White House Vows to Investigate Security Risks Posed by Foreign-Connected Vehicle Tech


white house vows to investigate security risks posed by foreign connected vehicle

On Thursday, the Biden administration announced plans to investigate the potential national security risks being confronted by American automakers and any threats posed by connected vehicle technologies controlled by foreign adversaries — including China.

With the issue having been front-and-center in the minds of legislators and industry groups for months, the White House is reportedly taking action regarding China’s determination “to dominate the future of the auto market.”

The relevant press release from the Biden administration stipulates that China may rely on “unfair practices” and policies that could “flood our market with its vehicles, posing risks to our national security.”

From the White House:

Most cars these days are “connected” – they are like smart phones on wheels. These cars are connected to our phones, to navigation systems, to critical infrastructure, and to the companies that made them. Connected vehicles from China could collect sensitive data about our citizens and our infrastructure and send this data back to the People’s Republic of China. These vehicles could be remotely accessed or disabled.

China imposes restrictions on American autos and other foreign autos operating in China. Why should connected vehicles from China be allowed to operate in our country without safeguards?

So today, I am announcing unprecedented actions to ensure that cars on U.S. roads from countries of concern like China do not undermine our national security.
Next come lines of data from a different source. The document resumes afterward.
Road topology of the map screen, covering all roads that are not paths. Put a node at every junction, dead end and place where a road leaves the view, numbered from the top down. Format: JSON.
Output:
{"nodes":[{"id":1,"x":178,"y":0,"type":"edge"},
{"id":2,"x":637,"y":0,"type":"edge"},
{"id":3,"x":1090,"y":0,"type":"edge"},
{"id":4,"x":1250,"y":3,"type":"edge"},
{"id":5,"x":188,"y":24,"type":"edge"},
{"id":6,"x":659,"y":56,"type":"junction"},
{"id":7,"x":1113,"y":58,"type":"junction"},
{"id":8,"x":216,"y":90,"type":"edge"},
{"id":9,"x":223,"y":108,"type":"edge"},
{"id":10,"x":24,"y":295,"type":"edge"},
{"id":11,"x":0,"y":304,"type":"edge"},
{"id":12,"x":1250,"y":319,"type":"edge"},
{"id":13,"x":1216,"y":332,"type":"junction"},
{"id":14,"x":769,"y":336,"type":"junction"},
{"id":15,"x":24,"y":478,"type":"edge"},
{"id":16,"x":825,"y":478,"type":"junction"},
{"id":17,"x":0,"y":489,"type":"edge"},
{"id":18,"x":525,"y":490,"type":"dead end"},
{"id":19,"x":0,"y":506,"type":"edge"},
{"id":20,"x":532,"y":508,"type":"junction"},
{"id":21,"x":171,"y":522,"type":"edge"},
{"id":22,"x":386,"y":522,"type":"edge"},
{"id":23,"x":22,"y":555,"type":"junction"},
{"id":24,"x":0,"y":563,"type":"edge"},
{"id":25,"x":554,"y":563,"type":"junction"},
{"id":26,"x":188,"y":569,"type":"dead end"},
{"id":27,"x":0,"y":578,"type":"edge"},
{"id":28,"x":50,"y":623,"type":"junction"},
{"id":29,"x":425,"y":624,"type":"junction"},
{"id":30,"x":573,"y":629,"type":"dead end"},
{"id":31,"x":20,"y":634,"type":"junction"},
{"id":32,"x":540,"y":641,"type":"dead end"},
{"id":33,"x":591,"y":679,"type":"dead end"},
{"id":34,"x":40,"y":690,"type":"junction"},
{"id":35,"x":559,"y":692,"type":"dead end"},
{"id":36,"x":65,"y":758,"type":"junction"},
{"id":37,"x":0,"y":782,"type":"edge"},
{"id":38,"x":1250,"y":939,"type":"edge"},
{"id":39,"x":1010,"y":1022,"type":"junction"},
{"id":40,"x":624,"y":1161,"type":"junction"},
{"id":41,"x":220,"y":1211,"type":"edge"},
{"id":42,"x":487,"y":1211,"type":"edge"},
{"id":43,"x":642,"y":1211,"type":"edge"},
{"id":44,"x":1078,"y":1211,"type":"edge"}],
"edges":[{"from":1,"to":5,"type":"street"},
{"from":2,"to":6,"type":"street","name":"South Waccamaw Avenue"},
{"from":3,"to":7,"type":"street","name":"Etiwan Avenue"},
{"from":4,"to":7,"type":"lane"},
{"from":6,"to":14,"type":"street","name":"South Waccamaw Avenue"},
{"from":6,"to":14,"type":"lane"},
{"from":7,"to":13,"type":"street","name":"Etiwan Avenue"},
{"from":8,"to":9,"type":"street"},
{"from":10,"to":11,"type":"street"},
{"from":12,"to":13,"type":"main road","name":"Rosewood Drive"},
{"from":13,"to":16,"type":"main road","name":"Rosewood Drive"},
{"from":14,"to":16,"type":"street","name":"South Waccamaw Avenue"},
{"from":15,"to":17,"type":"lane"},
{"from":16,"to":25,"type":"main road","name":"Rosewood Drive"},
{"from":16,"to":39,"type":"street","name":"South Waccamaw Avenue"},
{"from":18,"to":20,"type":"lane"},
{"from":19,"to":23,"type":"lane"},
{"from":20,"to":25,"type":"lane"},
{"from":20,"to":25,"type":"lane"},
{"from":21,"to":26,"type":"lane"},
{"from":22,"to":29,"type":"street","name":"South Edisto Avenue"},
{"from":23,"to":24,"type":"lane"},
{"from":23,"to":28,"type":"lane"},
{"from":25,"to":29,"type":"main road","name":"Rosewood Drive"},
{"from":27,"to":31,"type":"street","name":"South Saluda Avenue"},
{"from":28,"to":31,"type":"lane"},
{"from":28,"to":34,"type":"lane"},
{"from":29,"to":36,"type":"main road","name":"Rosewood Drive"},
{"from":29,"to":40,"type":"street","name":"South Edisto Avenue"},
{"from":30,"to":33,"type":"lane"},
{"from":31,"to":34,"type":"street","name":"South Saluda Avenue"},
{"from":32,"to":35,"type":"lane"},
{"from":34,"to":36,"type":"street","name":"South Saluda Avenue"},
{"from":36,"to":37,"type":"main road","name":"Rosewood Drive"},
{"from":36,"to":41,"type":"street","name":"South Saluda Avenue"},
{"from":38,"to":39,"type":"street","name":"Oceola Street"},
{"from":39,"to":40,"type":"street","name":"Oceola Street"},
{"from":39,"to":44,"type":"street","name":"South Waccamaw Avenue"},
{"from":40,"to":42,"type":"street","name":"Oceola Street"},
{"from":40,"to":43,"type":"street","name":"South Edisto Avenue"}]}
I have directed my Secretary of Commerce to conduct an investigation into connected vehicles with technology from countries of concern and to take action to respond to the risks.

The Chinese government has conducted similar investigations into American brands. Tesla vehicles were once prohibited from parking at military bases after concerns were raised that their exterior cameras and permanent connectivity features allowed for data harvesting that could be used to help the United States spy.

As previously reported, China’s BYD is likewise plotting a course to establish a facility in Mexico that would build all-electric passenger vehicles. This has sent various legislators and industry groups into a tizzy, though the United States has been introducing prospective policy changes to bar the Chinese from getting too comfortable within the automotive and energy sectors — at least those operating within the confines of North America.

China has long taken similar efforts to do the same to American brands vying to operate within its borders. While foreign automotive brands are relatively common in the Asian country these days, the Chinese government has historically forced all outside entities into creating joint ventures with domestic brands in order to do business. Despite China and the United States having a massive trade relationship, there remains a massive trade deficit that advantages China.

In 2022, the U.S. goods and services trade deficit with China was over $367 billion. Though some would argue this is the result of the United States spending decades offshoring production and becoming dependent upon foreign entities to provide goods associated with entire business sectors (e.g. medicine, textiles, home electronics, etc). It’s worth noting that the industries that the U.S. government seems particularly concerned with are those that remain influential on the domestic market — most notably energy and automotive.

Biden promised that he would “do right by autoworkers and middle-class families” dependent upon the continued existence of domestic labor. He also said the government would take additional actions to ensure the future of the automotive industry would be made in America, adding that connected vehicles from China could collect sensitive data about U.S. citizens and infrastructure. However, nothing was said about the data harvesting used by domestic companies which many (including your author) have said are completely unacceptable invasions of privacy. The same seems to go for foreign-owned brands that have been deemed friendly by the U.S. government.